Prime Minister David Cameron has been ordered to “get a move on” to improve the careers advice given to school pupils.
Association of Colleges president Michele Sutton branded the quality of information, advice and guidance available to young people at schools as “apalling”.
In a speech at her association’s annual conference, she also called for colleges to be allowed into schools to promote their post-16 alternatives to school sixth forms.
“Wherever I go, whoever I speak to, principals across the country all agree that the quality of impartial advice and guidance is nothing less than appalling,” said Mrs Sutton.
She added: “I would say to the Prime Minister — please, get a move on.
“The longer this disgraceful situation exists, the longer term effect there is on the young.
“Too many young people, usually those who need advice the most, miss out.”

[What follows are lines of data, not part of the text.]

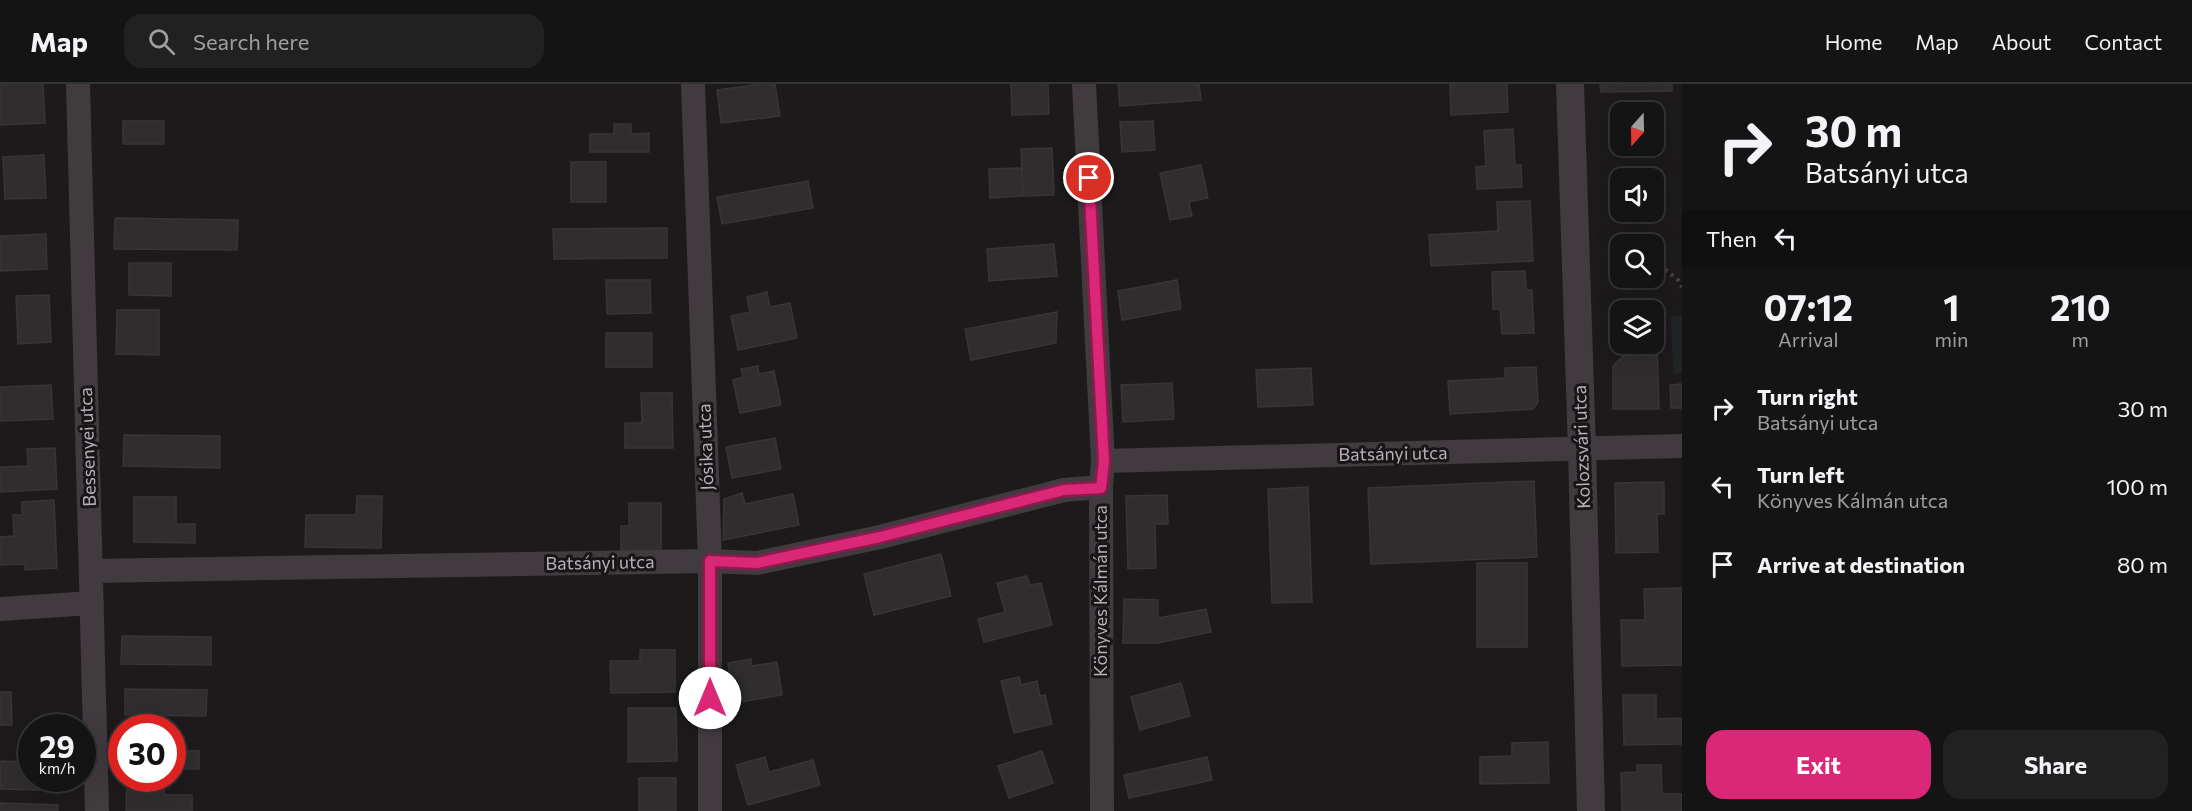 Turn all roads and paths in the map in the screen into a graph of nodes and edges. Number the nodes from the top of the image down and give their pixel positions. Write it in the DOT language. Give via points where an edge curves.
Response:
graph roads {
  1 [pos="78,84"];
  2 [pos="693,84"];
  3 [pos="1084,84"];
  4 [pos="1570,84"];
  5 [pos="1664,268"];
  6 [pos="1682,287"];
  7 [pos="1682,447"];
  8 [pos="1582,449"];
  9 [pos="1104,461"];
  10 [pos="1101,488"];
  11 [pos="710,561"];
  12 [pos="91,571"];
  13 [pos="92,603"];
  14 [pos="0,609"];
  15 [pos="97,811"];
  16 [pos="710,811"];
  17 [pos="1102,811"];
  18 [pos="1591,811"];
  1 -- 12 [label="street, Bessenyei utca"];
  2 -- 11 [label="street, Jósika utca"];
  3 -- 9 [label="street, Könyves Kálmán utca"];
  4 -- 8 [label="street, Kolozsvári utca"];
  5 -- 6 [label="path"];
  7 -- 8 [label="street, Batsányi utca"];
  8 -- 9 [label="street, Batsányi utca"];
  8 -- 18 [label="street, Kolozsvári utca"];
  9 -- 10 [label="street, Könyves Kálmán utca"];
  10 -- 11 [label="street, Batsányi utca" via="1064,490 880,537 757,563"];
  10 -- 17 [label="street, Könyves Kálmán utca"];
  11 -- 12 [label="street, Batsányi utca"];
  11 -- 16 [label="street, Jósika utca"];
  12 -- 13 [label="street, Bessenyei utca"];
  13 -- 14 [label="street"];
  13 -- 15 [label="street, Bessenyei utca"];
} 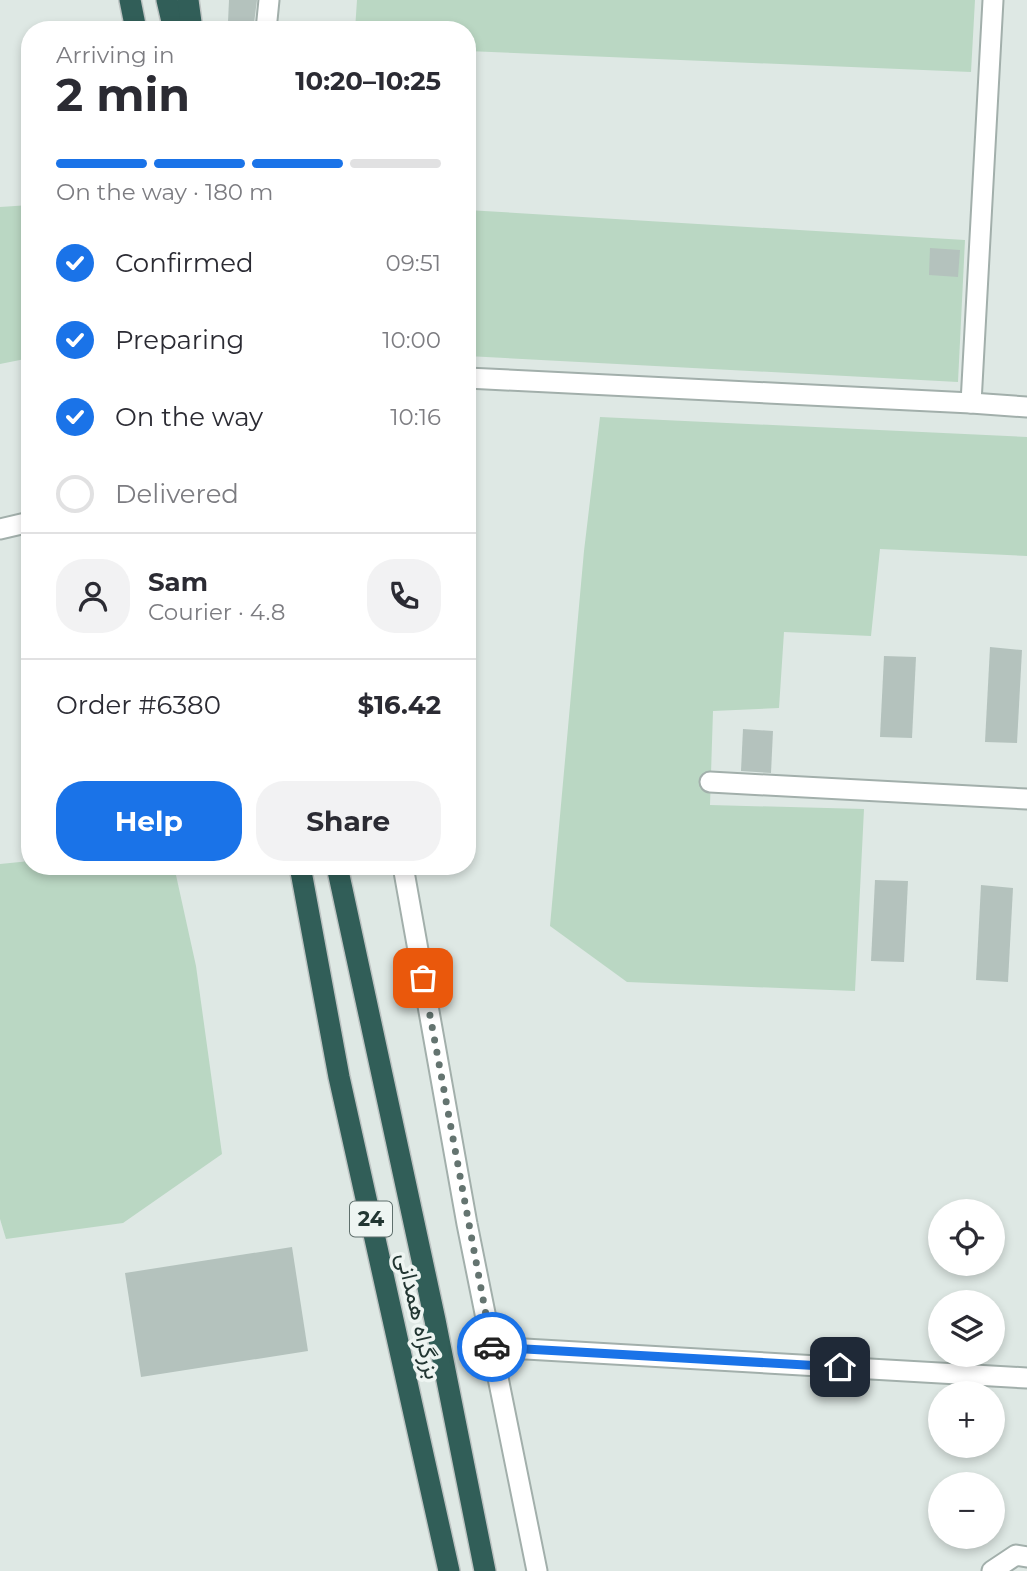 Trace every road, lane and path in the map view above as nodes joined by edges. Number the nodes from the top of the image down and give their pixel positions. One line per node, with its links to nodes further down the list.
1 (130, 0): 6 (highway)
2 (167, 0): 7 (highway)
3 (188, 0): 8 (highway)
4 (269, 0): 9 (lane)
5 (993, 0): 11 (lane)
6 (134, 21)
7 (172, 21)
8 (191, 21)
9 (267, 21)
10 (476, 378): 11 (lane)
11 (971, 403): 12 (lane)
12 (1027, 407)
13 (21, 524): 14 (lane)
14 (0, 529)
15 (709, 782): 16 (lane)
16 (1027, 799)
17 (302, 875): 23 (highway, بزرگراه همدانی / 24)
18 (339, 875): 24 (highway, بزرگراه همدانی / 24)
19 (405, 875): 20 (lane)
20 (492, 1347): 21 (lane); 25 (lane)
21 (1027, 1378)
22 (1027, 1557): 26 (lane)
23 (449, 1571)
24 (485, 1571)
25 (537, 1571)
26 (992, 1571)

Her challenge forms part of the association’s Careers Advice: Guaranteed campaign, launched after Ofsted found that very few schools were offering effective careers advice.
The campaign calls for increased access to advice through Jobcentre Plus and local authorities, accountability through Ofsted and investment from the Department for Education and informed choice for learners.
And Mrs Sutton further pointed to recently-published Education Funding Agency data that showed schools lost 50 per cent of their pupils between year 11 and year 13.
Mrs Sutton said learners, “end up in the wrong institution, often sixth forms in schools, doing the wrong course… How many of them will end up not in education, employment or training?”
She added that FE principals agreed they were enrolling too many 17-year-olds who had dropped out of school sixth forms, meaning they would spent three years in post-16 education, “affecting their career choices and opportunities in the future”.
“This is a personal cost to the young person and a financial cost to the taxpayer,” she said.
“The number of young apprentices is already falling in some areas – no wonder when so few people and their parents don’t know about the opportunities that are available to them because we are not allowed into schools to give the information they need.”
And Skills Minister Matthew Hancock was also grilled on the subject following his own speech to the conference later that day.
Television presenter and conference chair Emily Maitlis asked him whether colleges would be allowed into schools to give careers advice. He said: “Broadly speaking, yes.”
However, he did not elaborate on what this meant for colleges.
But he said that Ofsted would help hold schools to account over their careers advice.
“I am very clear about it, but Sir Michael Wilshaw [Ofsted chief inspector] is also extremely clear about it and schools fear his judgement rather more than a minister’s,” said Mr Hancock.